Likewise these dummy elements 17 are arranged in the fourth row r4, so the distance in Y-direction between the mid-points of the dummy elements and the present below situated mid-point of the irradiating antenna element in the first row r1 in the present below situated section of the antenna device 11 becomes less than half a wave length of the threat frequency of the antenna device. This distance is designated a6 in the figure.
Furthermore, according to the invention, three dummy elements 17 are arranged in a fifth row r5 above the first row r1 of each section of the antenna device 11.
These dummy elements 17 are arranged in the fifth row right above three irradiating antenna elements 15 in the second row r2.
Furthermore, these dummy elements 17 are arranged in the fifth row r5, so the distance in Y-direction between the mid-points of the dummy elements and the mid-points of the nearest situated irradiating antenna elements in the second row r2 becomes less than half a wave length of the threat frequency of the antenna device. This distance is designated a7 in the figure.
Likewise, these dummy elements 17 are arranged in the fifth row r5, so the distance in Y-direction between the mid-points of the dummy elements and the mid-point of the nearest, where appropriate above situated, irradiating antenna element in the second row r2 in the, where appropriate above situated, section of the antenna device 11 becomes less than half a wave length of the threat frequency of the antenna device. This distance is designated a8 in the figure.
The irradiating antenna elements 15 and the dummy elements 17 are arranged in a periodical pattern in the disc 13, as is illustrated in FIG. 2.
The number of elements 17 and their arrangement in each section of the antenna device 11 is not limited to what is disclosed above, but varies depending on the design of the antenna device and the arrangement of the irradiating elements 15 in the antenna device, and the relation between the working frequency and the threat frequency of the antenna device 11.

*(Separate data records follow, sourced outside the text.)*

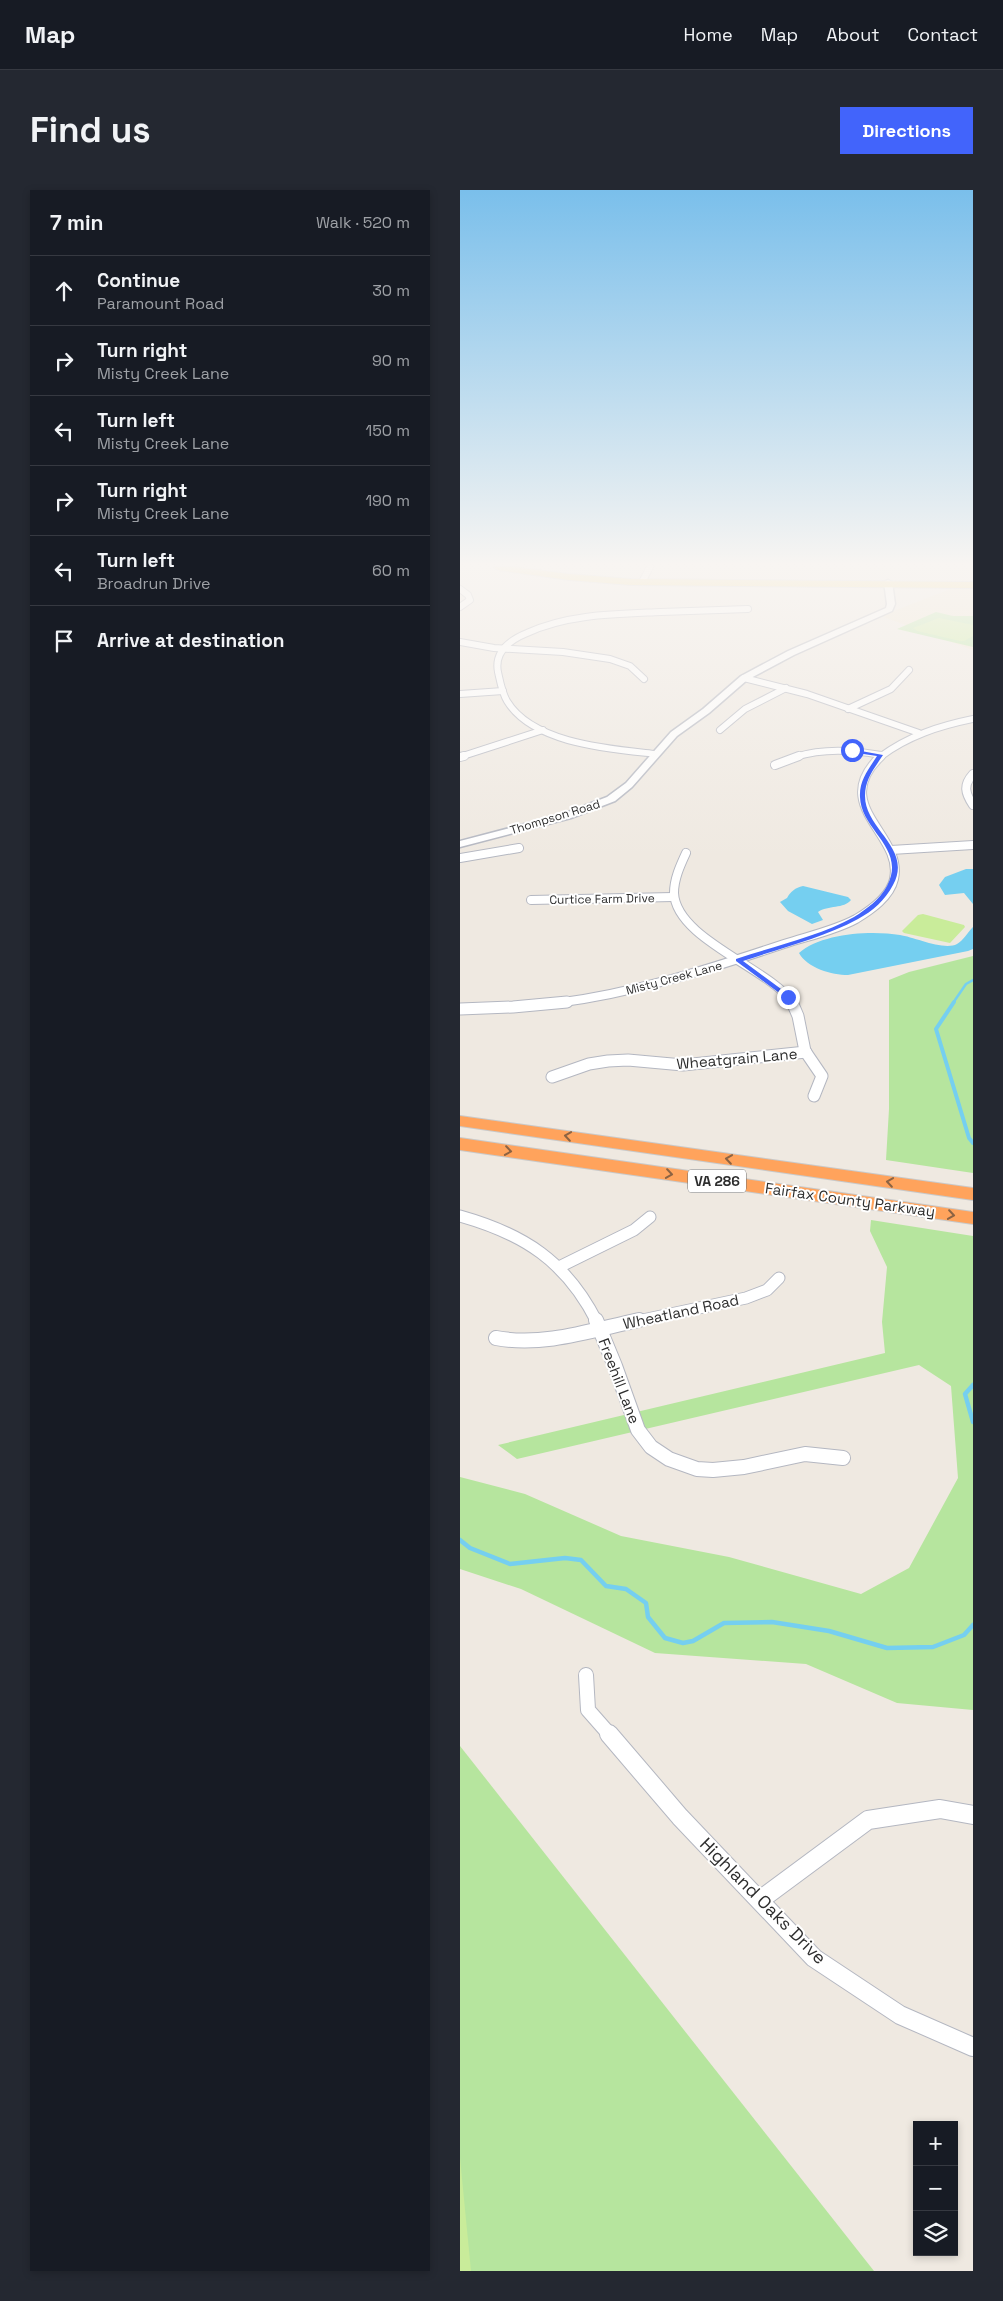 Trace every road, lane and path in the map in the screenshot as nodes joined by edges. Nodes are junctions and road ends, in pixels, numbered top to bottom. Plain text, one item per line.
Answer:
1 (497, 664) edge
2 (625, 664) edge
3 (770, 664) edge
4 (909, 670) dead end
5 (744, 678) junction
6 (644, 679) dead end
7 (786, 688) junction
8 (503, 691) junction
9 (460, 694) edge
10 (848, 708) junction
11 (973, 719) edge
12 (542, 730) junction
13 (720, 730) dead end
14 (919, 733) junction
15 (656, 754) junction
16 (880, 755) junction
17 (460, 757) edge
18 (775, 766) dead end
19 (973, 774) edge
20 (973, 805) edge
21 (460, 844) edge
22 (973, 845) edge
23 (519, 848) dead end
24 (891, 850) junction
25 (686, 853) dead end
26 (460, 858) edge
27 (674, 897) junction
28 (531, 900) dead end
29 (738, 960) junction
30 (460, 1009) edge
31 (806, 1052) junction
32 (552, 1077) dead end
33 (814, 1096) dead end
34 (460, 1121) edge
35 (460, 1144) edge
36 (973, 1194) edge
37 (460, 1216) edge
38 (650, 1217) dead end
39 (973, 1218) edge
40 (559, 1267) junction
41 (779, 1278) dead end
42 (599, 1329) junction
43 (496, 1338) dead end
44 (842, 1458) dead end
45 (586, 1675) dead end
46 (973, 1815) edge
47 (760, 1900) junction
48 (973, 2047) edge

1 - 8 street
2 - 6 street
3 - 5 street, Thompson Road
4 - 10 street
5 - 7 street
5 - 15 street, Thompson Road
7 - 10 street
7 - 13 street
8 - 9 street
8 - 12 street
10 - 14 street
11 - 14 street, Misty Creek Lane
12 - 15 street
12 - 17 street
14 - 16 street, Misty Creek Lane
15 - 21 street, Thompson Road
16 - 18 street
16 - 24 street, Misty Creek Lane
19 - 20 street
22 - 24 street
23 - 26 street
24 - 29 street, Misty Creek Lane
25 - 27 street
27 - 28 street, Curtice Farm Drive
27 - 29 street
29 - 30 street, Misty Creek Lane
29 - 31 street
31 - 32 street, Wheatgrain Lane
31 - 33 street
36 -> 34 highway, Fairfax County Parkway / VA 286
35 -> 39 highway, Fairfax County Parkway / VA 286
37 - 40 street, Freehill Lane
38 - 40 street
40 - 42 street, Freehill Lane
41 - 42 street, Wheatland Road
42 - 43 street, Wheatland Road
42 - 44 street, Freehill Lane
45 - 47 street, Highland Oaks Drive
46 - 47 street
47 - 48 street, Highland Oaks Drive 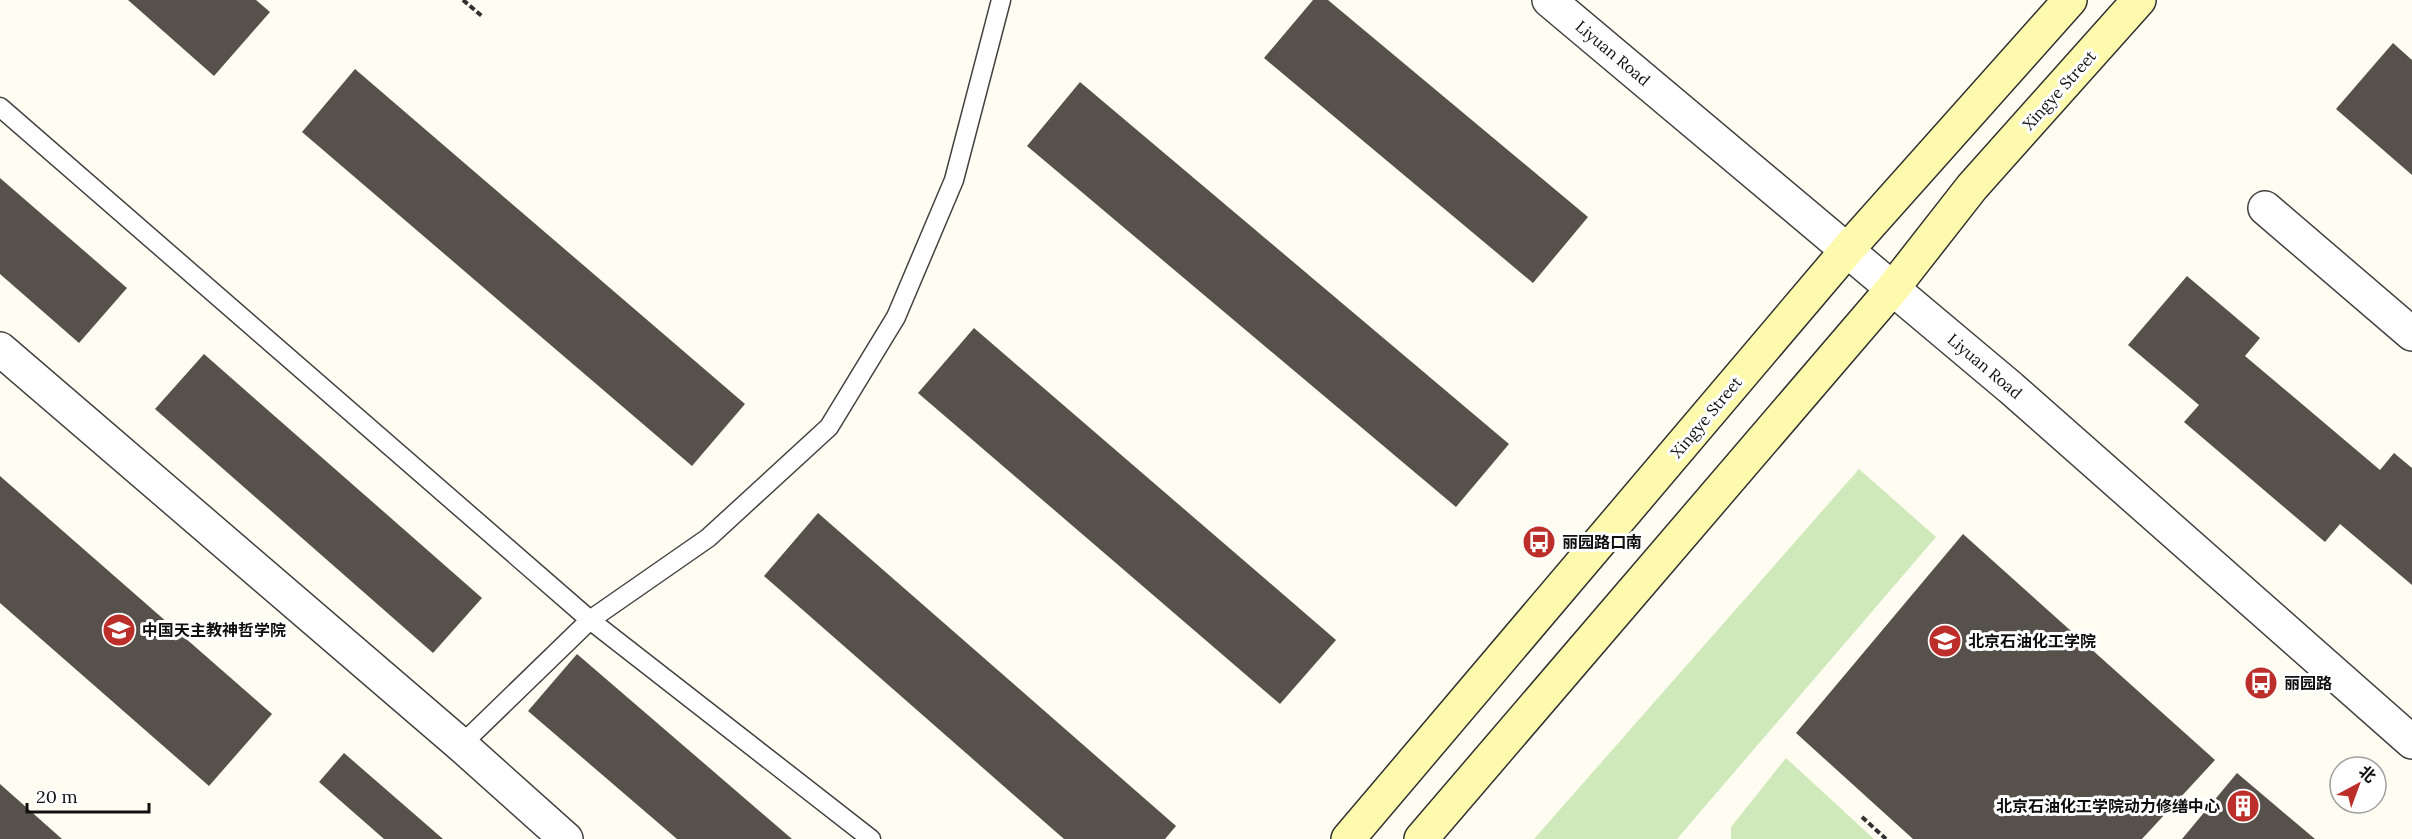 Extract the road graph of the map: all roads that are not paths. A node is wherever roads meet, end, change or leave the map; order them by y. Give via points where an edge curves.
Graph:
1 (1001, 0) edge
2 (1550, 0) edge
3 (2070, 0) edge
4 (2139, 0) edge
5 (0, 107) edge
6 (2265, 208) dead end
7 (1848, 249) junction
8 (1893, 288) junction
9 (2412, 334) edge
10 (0, 349) edge
11 (590, 620) junction
12 (2412, 742) edge
13 (461, 745) junction
14 (566, 839) edge
15 (871, 839) edge
16 (1348, 839) edge
17 (1421, 839) edge

1 - 11 lane via 954,180 896,317 829,427 708,538
2 - 7 street, Liyuan Road
3 - 7 main road, Xingye Street
4 - 8 main road, Xingye Street via 1972,187
5 - 11 lane
6 - 9 street
7 - 8 street, Liyuan Road
7 - 16 main road, Xingye Street
8 - 12 street, Liyuan Road
8 - 17 main road, Xingye Street
10 - 13 street
11 - 13 lane
11 - 15 lane
13 - 14 street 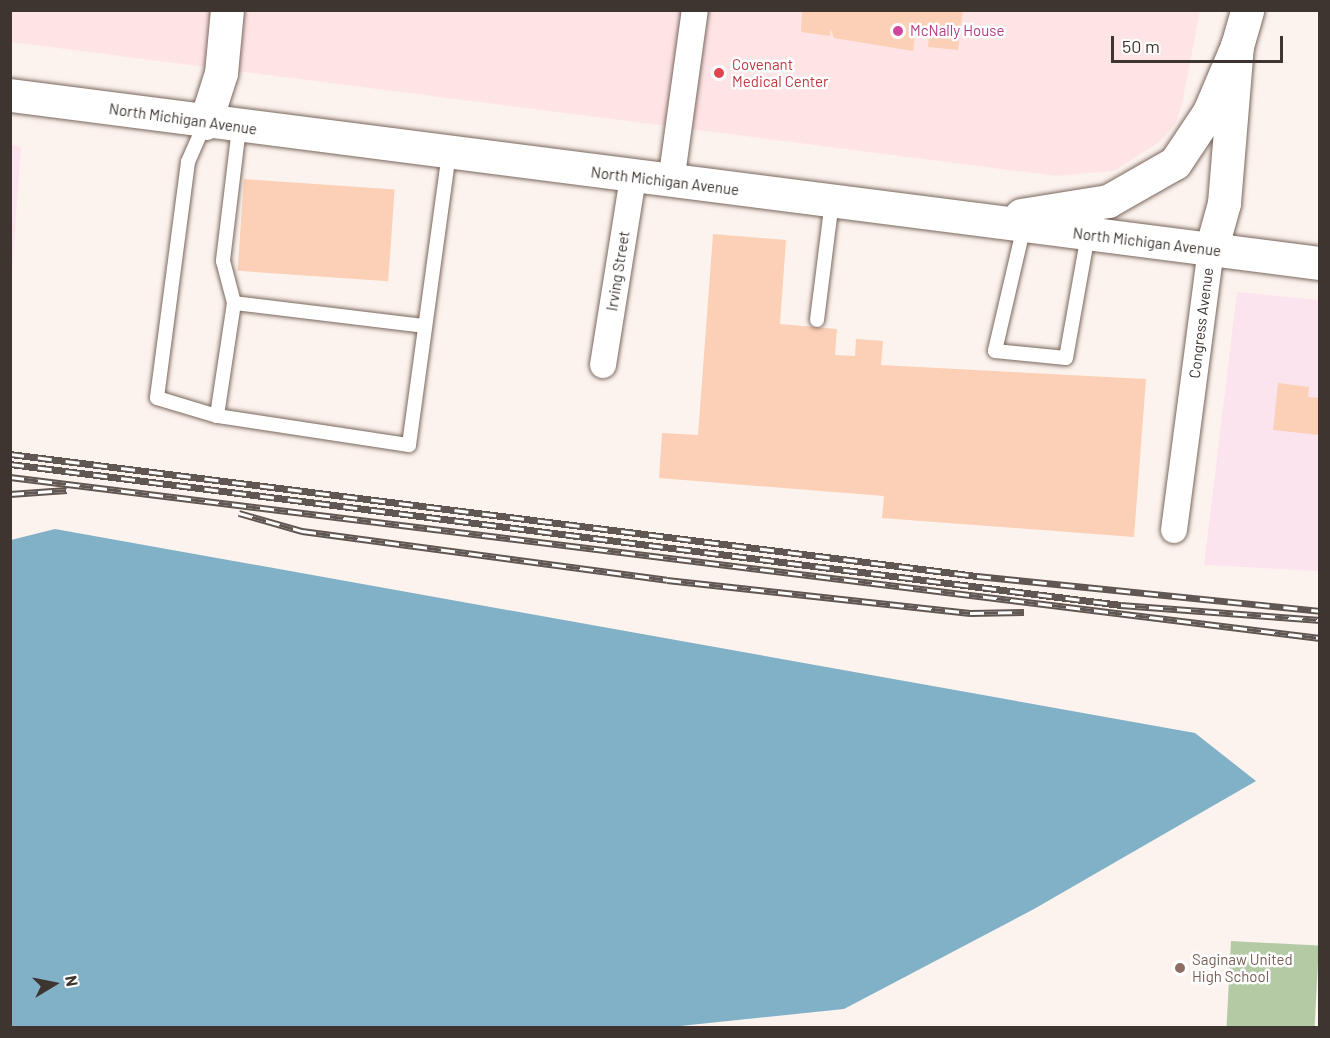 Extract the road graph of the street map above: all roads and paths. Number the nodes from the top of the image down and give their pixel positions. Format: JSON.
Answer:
{"nodes":[{"id":1,"x":227,"y":10,"type":"edge"},
{"id":2,"x":695,"y":10,"type":"edge"},
{"id":3,"x":1247,"y":10,"type":"edge"},
{"id":4,"x":1237,"y":46,"type":"junction"},
{"id":5,"x":10,"y":95,"type":"edge"},
{"id":6,"x":205,"y":123,"type":"junction"},
{"id":7,"x":239,"y":128,"type":"junction"},
{"id":8,"x":449,"y":154,"type":"junction"},
{"id":9,"x":633,"y":177,"type":"junction"},
{"id":10,"x":671,"y":182,"type":"junction"},
{"id":11,"x":831,"y":202,"type":"junction"},
{"id":12,"x":982,"y":221,"type":"junction"},
{"id":13,"x":1024,"y":226,"type":"junction"},
{"id":14,"x":1088,"y":234,"type":"junction"},
{"id":15,"x":1211,"y":250,"type":"junction"},
{"id":16,"x":1320,"y":264,"type":"edge"},
{"id":17,"x":234,"y":303,"type":"junction"},
{"id":18,"x":817,"y":320,"type":"dead end"},
{"id":19,"x":423,"y":326,"type":"junction"},
{"id":20,"x":603,"y":364,"type":"dead end"},
{"id":21,"x":217,"y":417,"type":"junction"},
{"id":22,"x":1174,"y":530,"type":"dead end"}],
"edges":[{"from":1,"to":6,"type":"main road"},
{"from":2,"to":10,"type":"street"},
{"from":3,"to":4,"type":"main road","name":"Congress Avenue"},
{"from":4,"to":12,"type":"main road"},
{"from":4,"to":15,"type":"main road","name":"Congress Avenue"},
{"from":5,"to":6,"type":"main road","name":"North Michigan Avenue"},
{"from":6,"to":7,"type":"main road","name":"North Michigan Avenue"},
{"from":6,"to":21,"type":"lane"},
{"from":7,"to":8,"type":"main road","name":"North Michigan Avenue"},
{"from":7,"to":17,"type":"lane"},
{"from":8,"to":9,"type":"main road","name":"North Michigan Avenue"},
{"from":8,"to":19,"type":"lane"},
{"from":9,"to":10,"type":"main road","name":"North Michigan Avenue"},
{"from":9,"to":20,"type":"street","name":"Irving Street"},
{"from":10,"to":11,"type":"main road","name":"North Michigan Avenue"},
{"from":11,"to":12,"type":"main road","name":"North Michigan Avenue"},
{"from":11,"to":18,"type":"lane"},
{"from":12,"to":13,"type":"main road","name":"North Michigan Avenue"},
{"from":13,"to":14,"type":"main road","name":"North Michigan Avenue"},
{"from":13,"to":14,"type":"lane"},
{"from":14,"to":15,"type":"main road","name":"North Michigan Avenue"},
{"from":15,"to":16,"type":"main road","name":"North Michigan Avenue"},
{"from":15,"to":22,"type":"street","name":"Congress Avenue"},
{"from":17,"to":19,"type":"lane"},
{"from":17,"to":21,"type":"lane"},
{"from":19,"to":21,"type":"lane"}]}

Above disclosed irradiating antenna elements 15 of the antenna device 11 are not limited to be openings but can consist of for instance dipoles, wave guide openings or micro strip elements, wherein the dummy elements 17 of the antenna device 11 are of the same type of elements as the irradiating antenna elements 15.
According to an alternative embodiment of the examples disclosed above, the distances a2 and a3 in Y-direction between the mid-points of the irradiating antenna elements are less than half a wave length of the threat frequency of the antenna device. In this case, the invention does not use the fourth row r4 or the fifth row r5 of dummy elements 17 according to the present example. However, the third row r3 of the dummy elements 17 is used, as the distance a0 in x-direction between the mid-points of the irradiating antenna elements are larger than half a wave length of the threat frequency of the antenna device elements.
According to an alternative embodiment of the invention, an additional ground plane can be used, comprising through original antenna elements, said original antenna elements conforming to the irradiating antenna elements 15 of the antenna device 11, as the ground plane approaches the antenna device 11.
Furthermore, the ground plane comprises the dummy elements 17 as disclosed above, wherein the ground plane is supplied to the antenna device afterwards. The dummy elements 17 are arranged in the ground plane in the same way as is disclosed above according to the examples with reference to accompanying FIG. 2.
According to the embodiments above, the device of the invention is arranged in the two dimensional X-Y -plane, but the invention can also be employed for surfaces in the three dimensional space.